▶ Data under study:
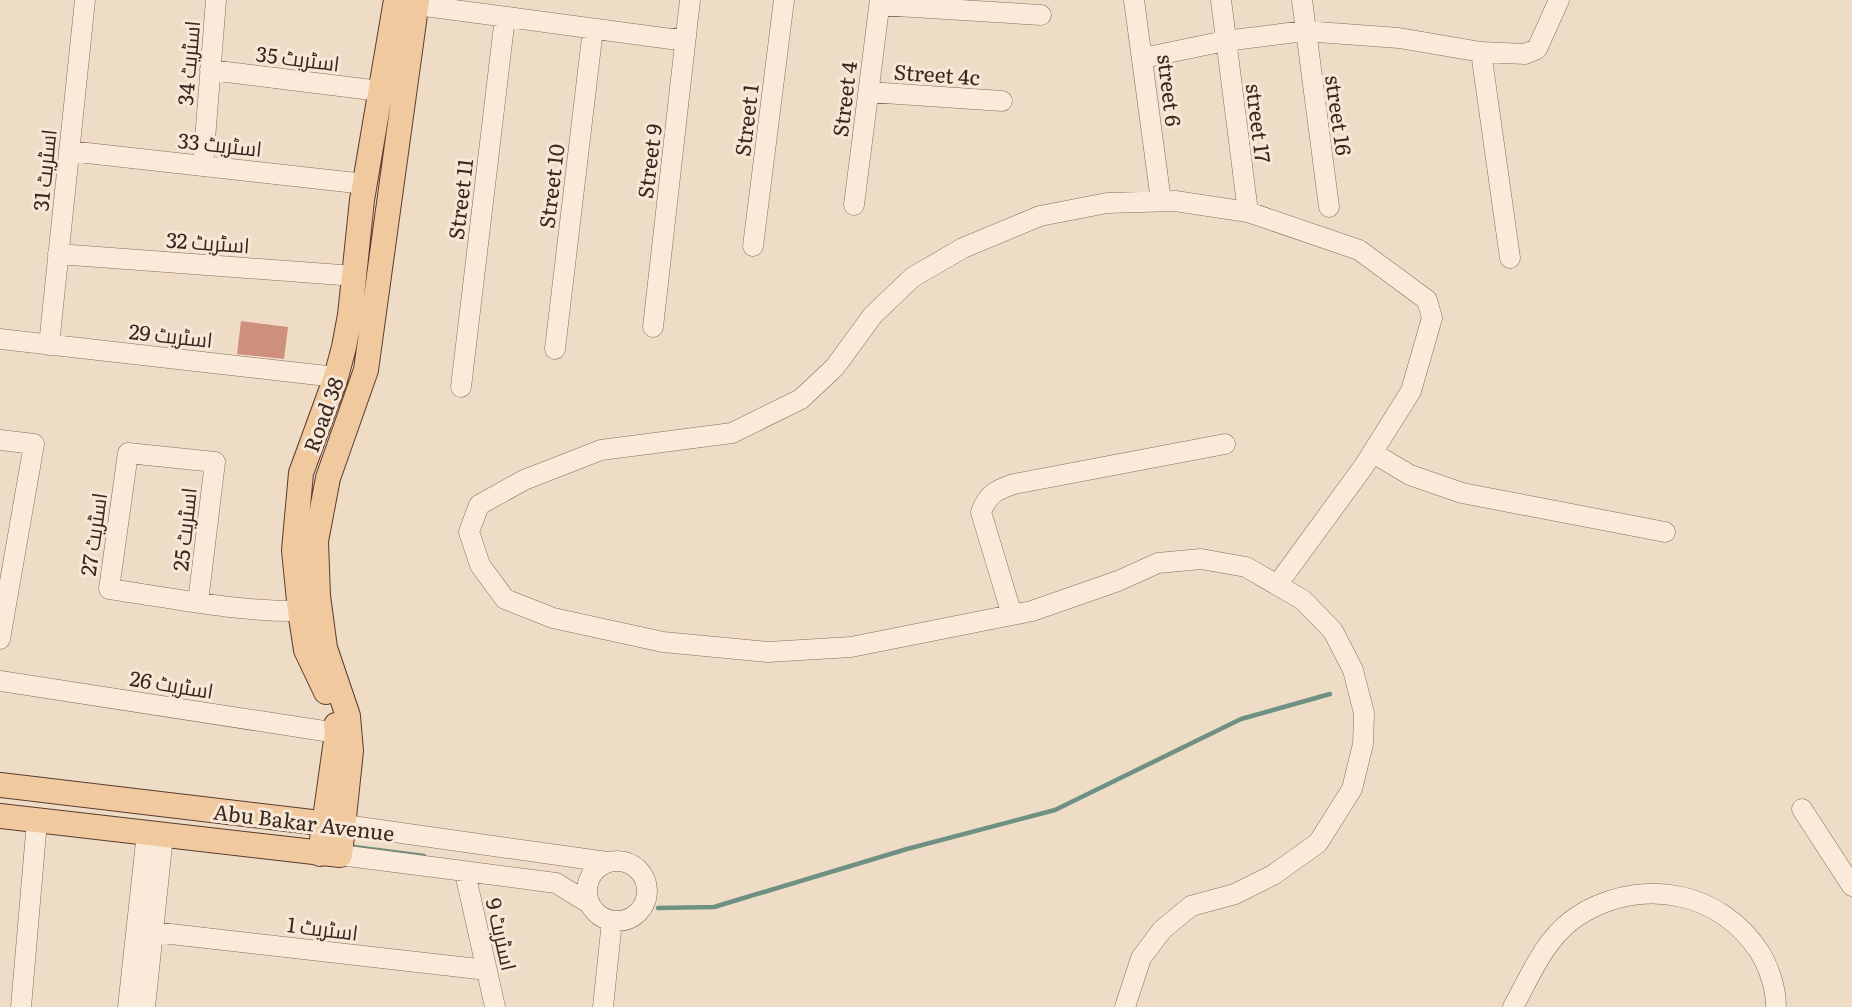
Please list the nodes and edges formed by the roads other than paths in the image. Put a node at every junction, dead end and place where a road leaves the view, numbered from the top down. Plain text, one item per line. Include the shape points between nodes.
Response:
1 (85, 0) edge
2 (216, 0) edge
3 (690, 0) edge
4 (784, 0) edge
5 (1134, 0) edge
6 (1221, 0) edge
7 (1302, 0) edge
8 (1559, 0) edge
9 (410, 2) edge
10 (880, 2) edge
11 (1041, 15) dead end
12 (506, 17) junction
13 (593, 29) junction
14 (1304, 31) junction
15 (686, 37) junction
16 (1226, 41) junction
17 (1481, 52) junction
18 (1143, 58) junction
19 (210, 70) junction
20 (380, 91) junction
21 (869, 92) junction
22 (1002, 101) dead end
23 (69, 151) junction
24 (203, 165) junction
25 (365, 184) junction
26 (1160, 193) junction
27 (854, 205) dead end
28 (1329, 207) dead end
29 (1248, 212) junction
30 (753, 246) dead end
31 (58, 255) junction
32 (1509, 258) dead end
33 (355, 276) junction
34 (653, 327) dead end
35 (0, 339) edge
36 (49, 345) junction
37 (555, 349) dead end
38 (336, 377) junction
39 (461, 387) dead end
40 (0, 440) edge
41 (1226, 444) dead end
42 (1372, 453) junction
43 (214, 462) joint
44 (1665, 532) dead end
45 (1277, 585) junction
46 (198, 602) junction
47 (300, 611) junction
48 (1012, 615) junction
49 (0, 639) edge
50 (0, 681) edge
51 (337, 732) junction
52 (0, 785) edge
53 (1802, 809) dead end
54 (0, 816) edge
55 (37, 821) junction
56 (334, 824) junction
57 (155, 834) junction
58 (330, 855) junction
59 (607, 862) junction
60 (465, 873) junction
61 (1852, 886) edge
62 (587, 902) junction
63 (612, 921) junction
64 (153, 932) junction
65 (487, 969) junction
66 (21, 1007) edge
67 (128, 1007) edge
68 (145, 1007) edge
69 (495, 1007) edge
70 (603, 1007) edge
71 (1125, 1007) edge
72 (1513, 1007) edge
73 (1776, 1007) edge

1 - 23 street, اسٹریٹ 31
2 - 19 street, اسٹریٹ 34
3 - 15 street, Street 9
4 - 30 street, Street 1
5 - 18 street, street 6
6 - 16 street, street 17
7 - 14 street, street 16
8 - 17 street via 1537,49 1525,54
9 - 12 street
9 - 20 main road, Road 38
9 - 56 main road, Road 38 via 366,370 328,478 316,541 325,648 348,716 351,751
10 - 11 street
10 - 21 street, Street 4
12 - 13 street
12 - 39 street, Street 11
13 - 15 street via 670,39
13 - 37 street, Street 10
14 - 16 street
14 - 17 street via 1399,38
14 - 28 street, street 16
15 - 34 street, Street 9
16 - 18 street
16 - 29 street, street 17
17 - 32 street
18 - 26 street, street 6
19 - 20 street, اسٹریٹ 35
19 - 24 street, اسٹریٹ 34
20 - 25 main road, Road 38
21 - 22 street, Street 4c
21 - 27 street, Street 4
23 - 24 street, اسٹریٹ 33
23 - 31 street, اسٹریٹ 31
24 - 25 street, اسٹریٹ 33
25 - 33 main road, Road 38
26 - 29 street
26 - 48 street via 1040,216 963,248 913,277 873,315 835,367 801,399 732,433 601,450 525,480 479,505 469,532 480,565 505,599 553,618 663,642 768,652 851,647
29 - 42 street via 1359,250 1427,300 1432,318 1411,391
31 - 33 street, اسٹریٹ 32
31 - 36 street, اسٹریٹ 31
33 - 38 main road, Road 38
35 - 36 street, اسٹریٹ 29
36 - 38 street, اسٹریٹ 29
38 - 47 main road, Road 38 via 301,473 294,550
40 - 49 street via 34,444
41 - 48 street via 995,490 981,512
42 - 44 street via 1410,475 1462,493
42 - 45 street
43 - 46 street, اسٹریٹ 25
43 - 46 street, اسٹریٹ 27 via 128,453 109,590
45 - 48 street via 1245,567 1201,560 1158,563 1118,581
45 - 71 street via 1303,600 1333,631 1353,670 1364,713 1363,744 1352,789 1318,843 1235,894 1191,906 1162,930 1141,958
46 - 47 street, اسٹریٹ 27 via 264,612
47 - 51 main road, Road 38 via 306,650 325,691
50 - 51 street, اسٹریٹ 26
51 - 56 main road, Road 38
52 - 56 main road, Abu Bakar Avenue
53 - 61 street
54 - 55 main road, Abu Bakar Avenue
55 - 57 main road, Abu Bakar Avenue
55 - 66 street
56 - 58 main road
56 - 59 street, Abu Bakar Avenue
57 - 58 main road, Abu Bakar Avenue
57 - 64 street
57 - 67 street
58 - 60 street, Abu Bakar Avenue
59 - 62 street via 588,881
59 - 63 street via 634,866 647,889 637,914
60 - 62 street, Abu Bakar Avenue via 556,883
60 - 65 street, اسٹریٹ 9
62 - 63 street via 601,918
63 - 70 street
64 - 65 street, اسٹریٹ 1
64 - 68 street
65 - 69 street, اسٹریٹ 9
72 - 73 street via 1538,956 1558,933 1584,912 1638,894 1707,903 1726,915 1750,939 1768,966

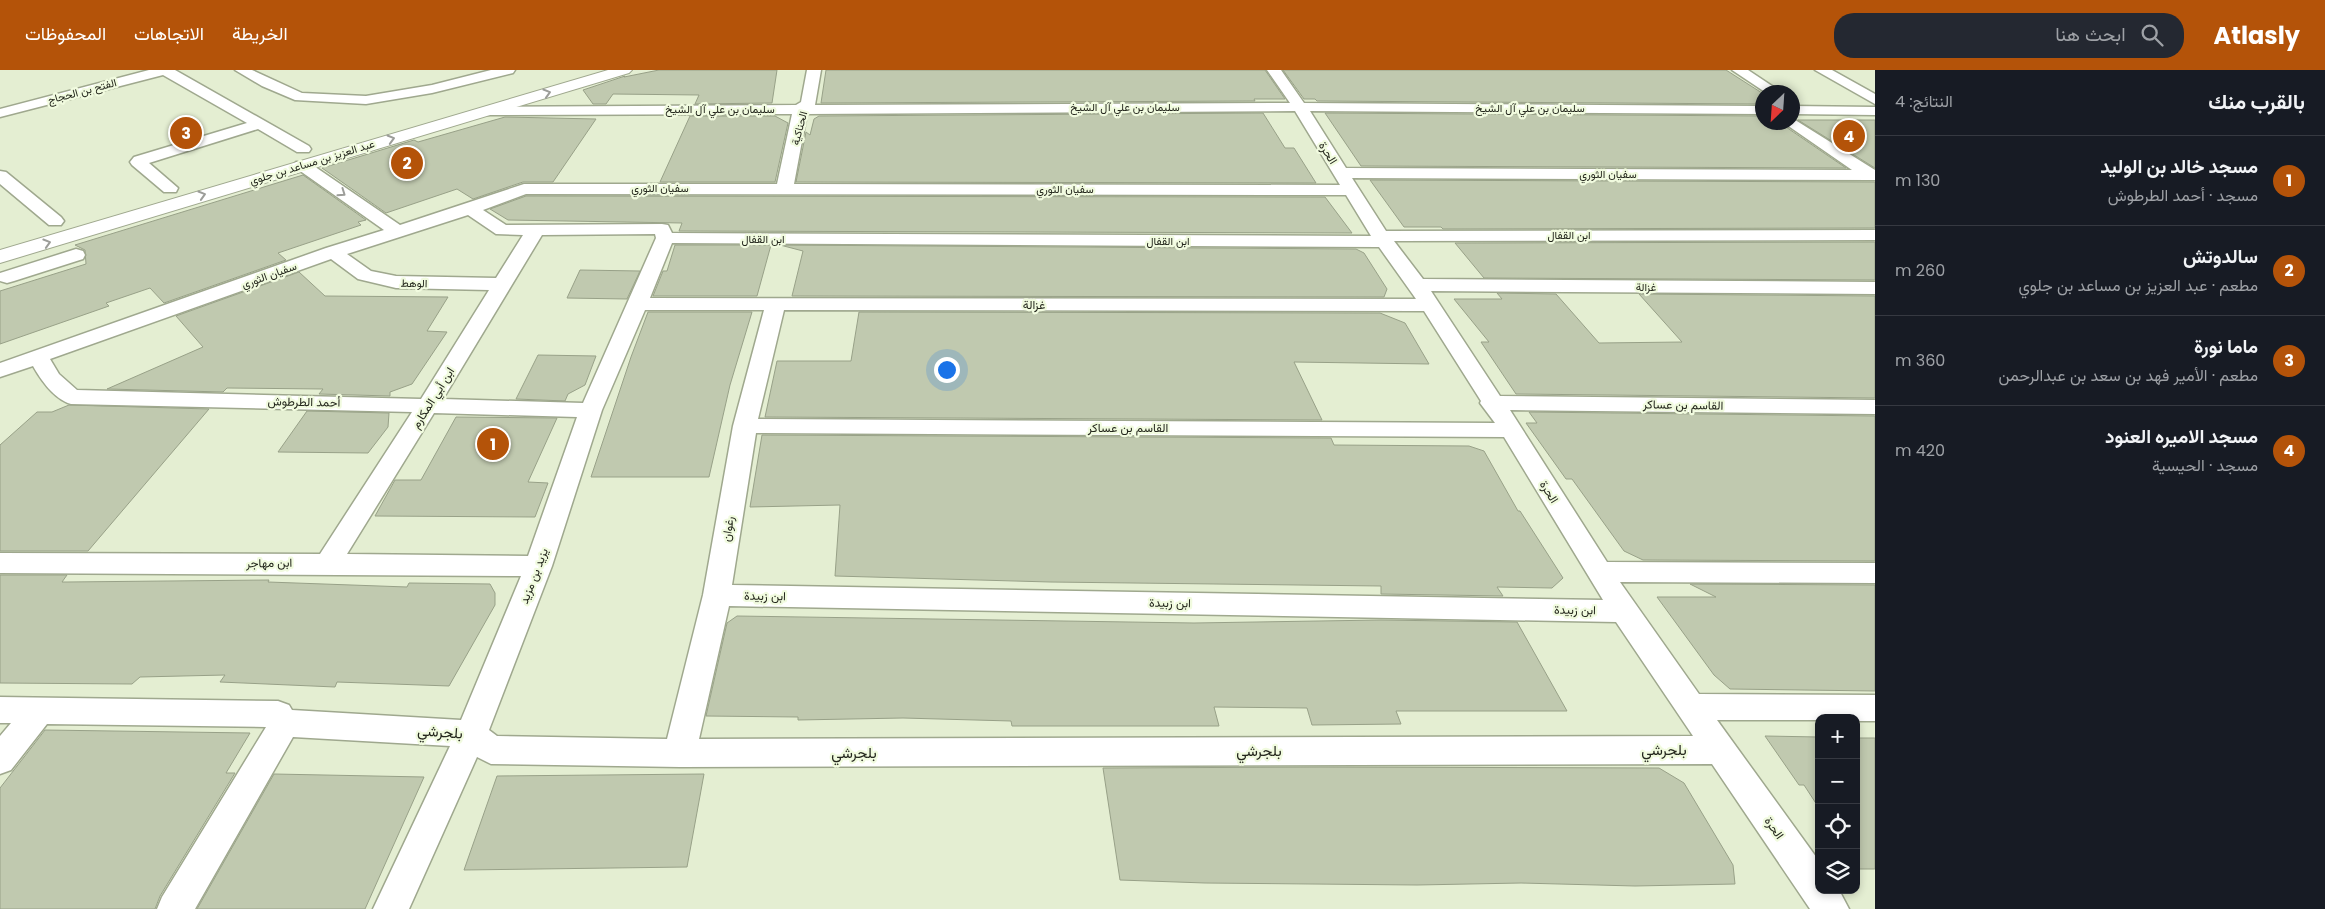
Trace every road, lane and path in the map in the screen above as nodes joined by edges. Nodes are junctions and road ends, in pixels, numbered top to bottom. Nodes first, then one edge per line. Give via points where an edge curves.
1 (165, 70) edge
2 (242, 70) edge
3 (508, 70) edge
4 (624, 70) edge
5 (814, 70) edge
6 (1274, 70) edge
7 (1739, 70) edge
8 (1822, 70) edge
9 (571, 78) edge
10 (1763, 85) edge
11 (1875, 100) edge
12 (1300, 107) junction
13 (801, 108) junction
14 (642, 109) junction
15 (1755, 110) edge
16 (487, 111) junction
17 (1800, 111) edge
18 (1875, 111) edge
19 (0, 113) edge
20 (1800, 115) edge
21 (265, 127) junction
22 (302, 157) junction
23 (246, 166) dead end
24 (1872, 175) edge
25 (0, 176) edge
26 (1345, 181) junction
27 (189, 182) dead end
28 (170, 188) junction
29 (785, 188) junction
30 (151, 194) dead end
31 (470, 209) junction
32 (74, 216) dead end
33 (55, 222) junction
34 (37, 227) dead end
35 (396, 231) junction
36 (535, 231) junction
37 (1875, 234) edge
38 (1380, 236) junction
39 (664, 238) junction
40 (333, 252) junction
41 (76, 255) dead end
42 (0, 257) edge
43 (2, 274) edge
44 (504, 284) junction
45 (1875, 288) edge
46 (1423, 295) junction
47 (638, 304) junction
48 (775, 305) junction
49 (38, 357) junction
50 (0, 370) edge
51 (1491, 403) junction
52 (428, 405) junction
53 (1875, 407) edge
54 (590, 410) junction
55 (745, 426) junction
56 (1511, 430) junction
57 (0, 563) edge
58 (328, 563) junction
59 (538, 566) junction
60 (1599, 572) junction
61 (1875, 574) edge
62 (717, 595) junction
63 (1624, 611) junction
64 (1690, 707) junction
65 (1875, 708) edge
66 (0, 710) edge
67 (39, 711) junction
68 (284, 724) junction
69 (471, 734) junction
70 (1720, 750) junction
71 (680, 753) junction
72 (0, 760) edge
73 (175, 909) edge
74 (391, 909) edge
75 (1831, 909) edge

1 - 19 street, الفتح بن الحجاج
1 - 21 street
2 - 3 street via 300,97 366,100 432,89
4 - 9 main road, عبد العزيز بن مساعد بن جلوي
5 - 13 street, الحناكية via 808,104
6 - 12 street, الحرة
7 - 10 street
8 - 11 street
9 - 14 street via 569,94 583,102
16 -> 9 main road, عبد العزيز بن مساعد بن جلوي
9 - 22 main road, عبد العزيز بن مساعد بن جلوي
12 - 13 street, سليمان بن علي آل الشيخ
12 - 15 street, سليمان بن علي آل الشيخ
12 - 26 street, الحرة
13 - 14 street, سليمان بن علي آل الشيخ
13 - 29 street, الحناكية
14 - 16 street, سليمان بن علي آل الشيخ
22 -> 16 main road, عبد العزيز بن مساعد بن جلوي
17 - 18 street
20 - 24 street
21 - 22 street
21 - 28 street via 148,170
22 - 23 main road, عبد العزيز بن مساعد بن جلوي
22 -> 35 street
42 -> 22 main road, عبد العزيز بن مساعد بن جلوي
24 - 26 street, سفيان الثوري
25 - 33 street
26 - 29 street, سفيان الثوري
26 - 38 street, الحرة
27 - 28 main road
28 - 30 main road
29 - 31 street, سفيان الثوري via 524,189
31 - 35 street, سفيان الثوري
31 - 36 street, ابن القفال via 502,230
32 - 33 main road
33 - 34 main road
35 - 40 street, سفيان الثوري
36 - 39 street, ابن القفال via 662,229
36 - 44 street, ابن أبي المكارم
37 - 38 street, ابن القفال
38 - 39 street, ابن القفال via 1376,242
38 - 46 street, الحرة
39 - 47 street, يزيد بن مزيد
40 - 44 street, الوهط via 365,275 396,282
40 - 49 street, سفيان الثوري
41 - 43 street
44 - 52 street, ابن أبي المكارم
45 - 46 street, غزالة
46 - 48 street, غزالة
46 - 51 street, الحرة
47 - 48 street, غزالة
47 - 54 street, يزيد بن مزيد
48 - 55 street, رغوان
49 - 50 street, سفيان الثوري
49 - 52 street, أحمد الطرطوش via 50,378 70,397
51 - 53 street, القاسم بن عساكر
51 - 56 street, الحرة
52 - 54 street, أحمد الطرطوش
52 - 58 street, ابن أبي المكارم
54 - 59 street, يزيد بن مزيد
55 - 56 street, القاسم بن عساكر
55 - 62 street, رغوان
56 - 60 street, الحرة
57 - 58 street, ابن مهاجر
58 - 59 street, ابن مهاجر
59 - 69 street, يزيد بن مزيد
60 - 61 street
60 - 63 street, الحرة
62 - 63 street, ابن زبيدة
62 - 71 street, رغوان
63 - 64 street, الحرة
64 - 65 street
64 - 70 street, الحرة
66 - 67 street, بلجرشي
67 - 68 street, بلجرشي via 278,714
67 - 72 street
68 - 69 street, بلجرشي
68 - 73 street
69 - 71 street, بلجرشي via 491,750
69 - 74 street, يزيد بن مزيد
70 - 71 street, بلجرشي
70 - 75 street, الحرة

▶ Problem description: What this exercise asks for is every line of the data above with the word "القاسم".

▶ Answer:
51 - 53 street, القاسم بن عساكر
55 - 56 street, القاسم بن عساكر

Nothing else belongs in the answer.